The researchers say the decoding happened at high speeds. Bennett spoke at an average pace of 62 words per minute, which “more than triples” the speed of previous brain-computer interfaces that had about 18 words per minute for handwriting models.
“These initial results have proven the concept, and eventually technology will catch up to make it easily accessible to people who cannot speak,” Bennett wrote in a news release. “For those who are nonverbal, this means they can stay connected to the bigger world, perhaps continue to work, maintain friends and family relationships.”
Yet for now, the researchers wrote that their findings are a “proof of concept” that decoding speaking movements with a large vocabulary is possible, but it needs to be tested on more people before it can be considered for clinical use.
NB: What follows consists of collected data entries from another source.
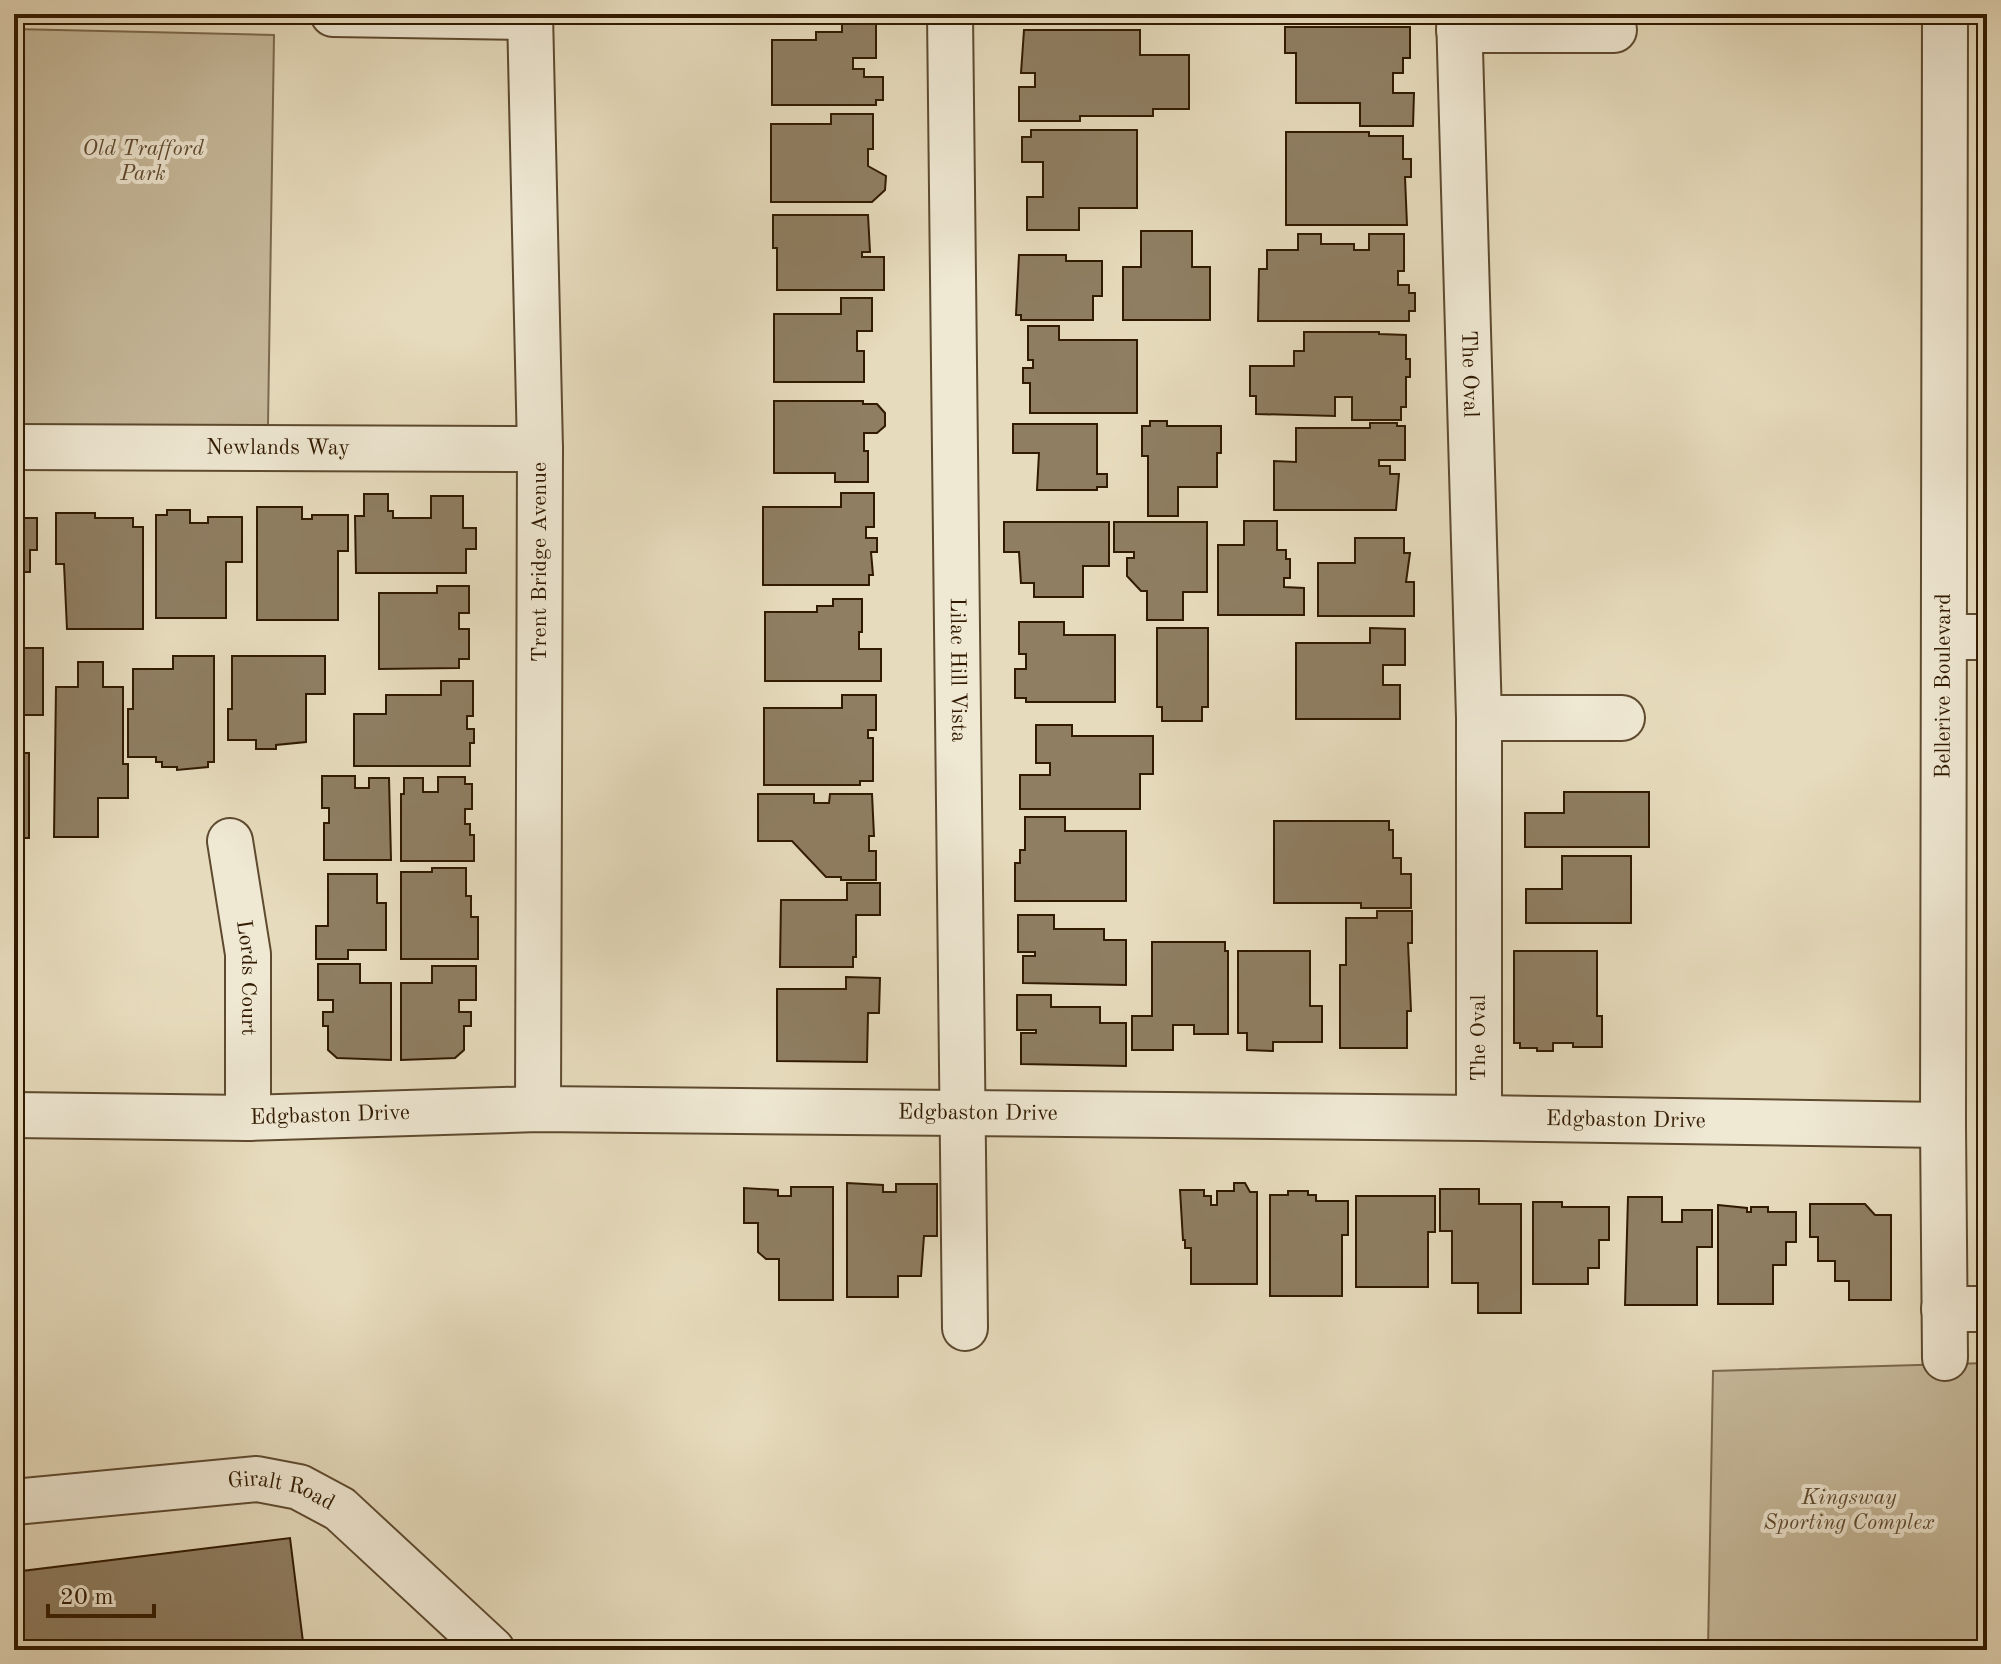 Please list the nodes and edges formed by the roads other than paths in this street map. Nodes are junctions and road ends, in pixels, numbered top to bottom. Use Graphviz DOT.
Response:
graph roads {
  1 [pos="333,14"];
  2 [pos="950,14"];
  3 [pos="1945,14"];
  4 [pos="530,16"];
  5 [pos="1459,22"];
  6 [pos="1614,30"];
  7 [pos="14,447"];
  8 [pos="540,449"];
  9 [pos="1967,637"];
  10 [pos="1479,718"];
  11 [pos="1622,718"];
  12 [pos="230,841"];
  13 [pos="538,1109"];
  14 [pos="964,1112"];
  15 [pos="14,1115"];
  16 [pos="248,1118"];
  17 [pos="1479,1118"];
  18 [pos="1943,1125"];
  19 [pos="1944,1309"];
  20 [pos="1987,1309"];
  21 [pos="965,1328"];
  22 [pos="1945,1358"];
  23 [pos="14,1502"];
  24 [pos="492,1650"];
  1 -- 4 [label="street"];
  2 -- 14 [label="street, Lilac Hill Vista"];
  3 -- 9 [label="street, Bellerive Boulevard"];
  4 -- 8 [label="street, Trent Bridge Avenue"];
  5 -- 6 [label="street, The Oval"];
  5 -- 10 [label="street, The Oval"];
  7 -- 8 [label="street, Newlands Way"];
  8 -- 13 [label="street, Trent Bridge Avenue"];
  9 -- 18 [label="street, Bellerive Boulevard"];
  10 -- 11 [label="street"];
  10 -- 17 [label="street, The Oval"];
  12 -- 16 [label="street, Lords Court"];
  13 -- 14 [label="street, Edgbaston Drive"];
  13 -- 16 [label="street, Edgbaston Drive"];
  14 -- 17 [label="street, Edgbaston Drive"];
  14 -- 21 [label="street, Lilac Hill Vista"];
  15 -- 16 [label="street, Edgbaston Drive"];
  17 -- 18 [label="street, Edgbaston Drive"];
  18 -- 19 [label="street, Bellerive Boulevard"];
  19 -- 20 [label="street"];
  19 -- 22 [label="street, Bellerive Boulevard"];
  23 -- 24 [label="street, Giralt Road"];
}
“These are very early studies,” Willett said. “And we don’t have a big database of data from other people.”
‘There is hope’
The other study published Wednesday involved a woman who could not speak clearly due to paralysis after she had a stroke in 2005, when she was 30 years old. In September 2022, an electrode device was implanted in her brain at UCSF Medical Center in San Francisco, with no surgical complications.
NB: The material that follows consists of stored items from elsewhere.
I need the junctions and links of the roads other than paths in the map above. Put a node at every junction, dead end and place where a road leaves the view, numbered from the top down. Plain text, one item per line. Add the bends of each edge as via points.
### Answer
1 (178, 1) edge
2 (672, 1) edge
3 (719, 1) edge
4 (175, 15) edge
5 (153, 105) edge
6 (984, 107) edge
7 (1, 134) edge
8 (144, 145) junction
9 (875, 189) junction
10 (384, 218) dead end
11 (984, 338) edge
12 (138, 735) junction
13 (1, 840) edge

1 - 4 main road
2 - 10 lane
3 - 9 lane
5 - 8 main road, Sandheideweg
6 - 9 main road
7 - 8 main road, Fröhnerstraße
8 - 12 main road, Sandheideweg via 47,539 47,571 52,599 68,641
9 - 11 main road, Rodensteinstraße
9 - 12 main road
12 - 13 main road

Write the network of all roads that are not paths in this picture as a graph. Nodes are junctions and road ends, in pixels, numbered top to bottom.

The implant recorded neural activity, which was decoded into text on a screen. The researchers wrote in the study that they found “accurate and rapid large-vocabulary decoding” with a median rate of 78 words per minute and a median word error rate of 25%.
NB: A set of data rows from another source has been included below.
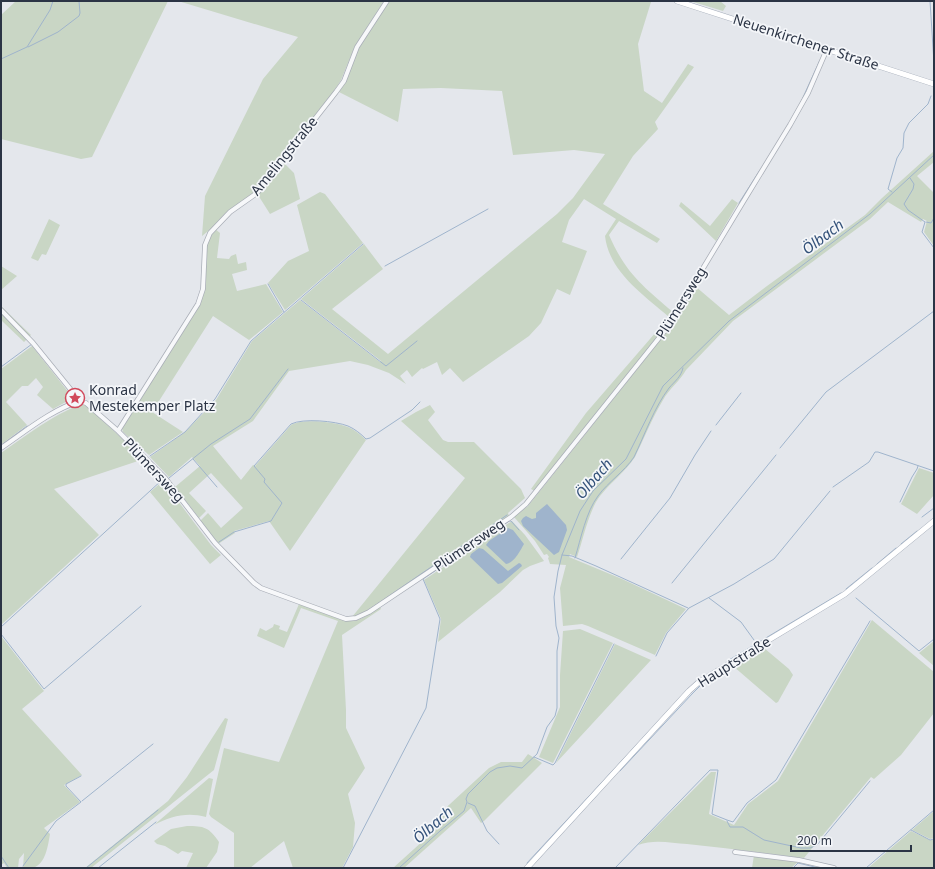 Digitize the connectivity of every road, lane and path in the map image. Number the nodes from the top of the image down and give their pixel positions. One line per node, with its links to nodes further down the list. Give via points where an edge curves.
1 (386, 1): 7 (street, Amelingstraße, via 357,47 344,81 336,92 257,193 230,212 210,233 204,245 202,289 198,304)
2 (677, 1): 3 (main road, Neuenkirchener Straße)
3 (827, 48): 4 (main road, Neuenkirchener Straße); 7 (street, Plümersweg, via 808,93 790,126 667,328 526,504 511,517 360,617 346,619 254,583 215,543 165,478)
4 (934, 84)
5 (1, 310): 6 (street, Plümersweg, via 33,343)
6 (80, 401): 7 (street, Plümersweg, via 86,403); 8 (street, via 50,415)
7 (118, 431)
8 (1, 448)
9 (934, 521): 11 (main road, Hauptstraße, via 844,594 699,682)
10 (735, 852): 12 (street, via 799,860)
11 (527, 868)
12 (834, 868)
Separately, as the patient attempted to silently speak, her neural activity was synthesized into speech sounds. The researchers also developed an animation of a facial avatar to accompany synthesized speech, based on the patient’s attempted facial movements.
“Faster, more accurate, and more natural communication are among the most desired needs of people who have lost the ability to speak after severe paralysis,” the researchers, from the University of California, San Francisco and other institutions in the United States and United Kingdom, wrote in their study. “Here we have demonstrated that all of these needs can be addressed with a speech-neuroprosthetic system that decodes articulatory cortical activity into multiple output modalities in real time.”
The two new brain implant studies are “overlapping” in their findings and their “long-term goal” to restore communication for people with paralysis, Dr. Edward Chang, a neurosurgeon and author of the study from UC San Francisco, said in the news briefing.
“The results from both studies — between 60 to 70 words per minute in both of them — is a real milestone for our field, in general, and we’re really excited about it because it’s coming from two different patients, two different centers, two different approaches,” Chang said. “And the most important message is that there is hope that this is going to continue to improve and provide a solution in the coming years.”
Although the devices described in both new papers are being studied as proofs of concept — and are not currently commercially available — they could pave the way for future science and, possibly, future commercial devices.
“I’m actually very excited about the commercial activity in the brain-computer interface area,” Henderson said. “I’ve come full circle from wishing I could communicate with my dad as a kid to seeing this actually work. It’s indescribable.”